Gabor multipliers for weighted Banach spaces on locally compact abelian groups (Q2654718)

Let \(G\) be a locally compact abelian group and \(\widehat G\) its dual group. Using a projective groups representation \(\rho\) of the unimodular group \(G\times\widehat G\) on \(L^2(G)\), the author defines the Gabor wavelet transform of a function \(f\) with respect to the window function \(g\). By these transforms, the author defines a weighted Banach space \(H^{1,\rho}_{\overline\omega}(G)\) and its dual space \(H^{1,\rho^*}_{\overline\omega}(G)\), where \(\overline\omega\) is a moderate weight function on \(G\times\widehat G\). These spaces reduce to the well-known Feichtinger algebra \(S_0(G)\) and the Banach space of the Feichtinger distribution \(S_0(G)\), respectively, for \(\overline\omega\equiv 1\).
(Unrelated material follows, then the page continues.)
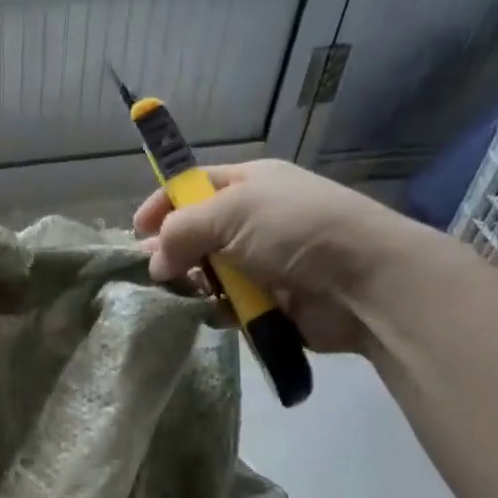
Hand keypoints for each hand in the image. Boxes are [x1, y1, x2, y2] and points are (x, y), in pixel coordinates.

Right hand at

The author obtains an atomic decomposition of \(H^{1,\rho}_{\overline\omega}(G)\) and studies some properties of the Gabor multipliers on the spaces \(L^2(G)\), \(H^{1,\rho}_{\overline\omega}(G)\) and \(H^{1, \rho^*}_{\overline\omega}(G)\). Moreover, the author proves a theorem on the compactness of the Gabor multiplier operators on \(L^2(G)\) and \(H^{1,\rho}_{\overline\omega}(G)\), which reduces to an earlier result of Feichtinger for \(\overline\omega= 1\) and \(G=\mathbb{R}^n\).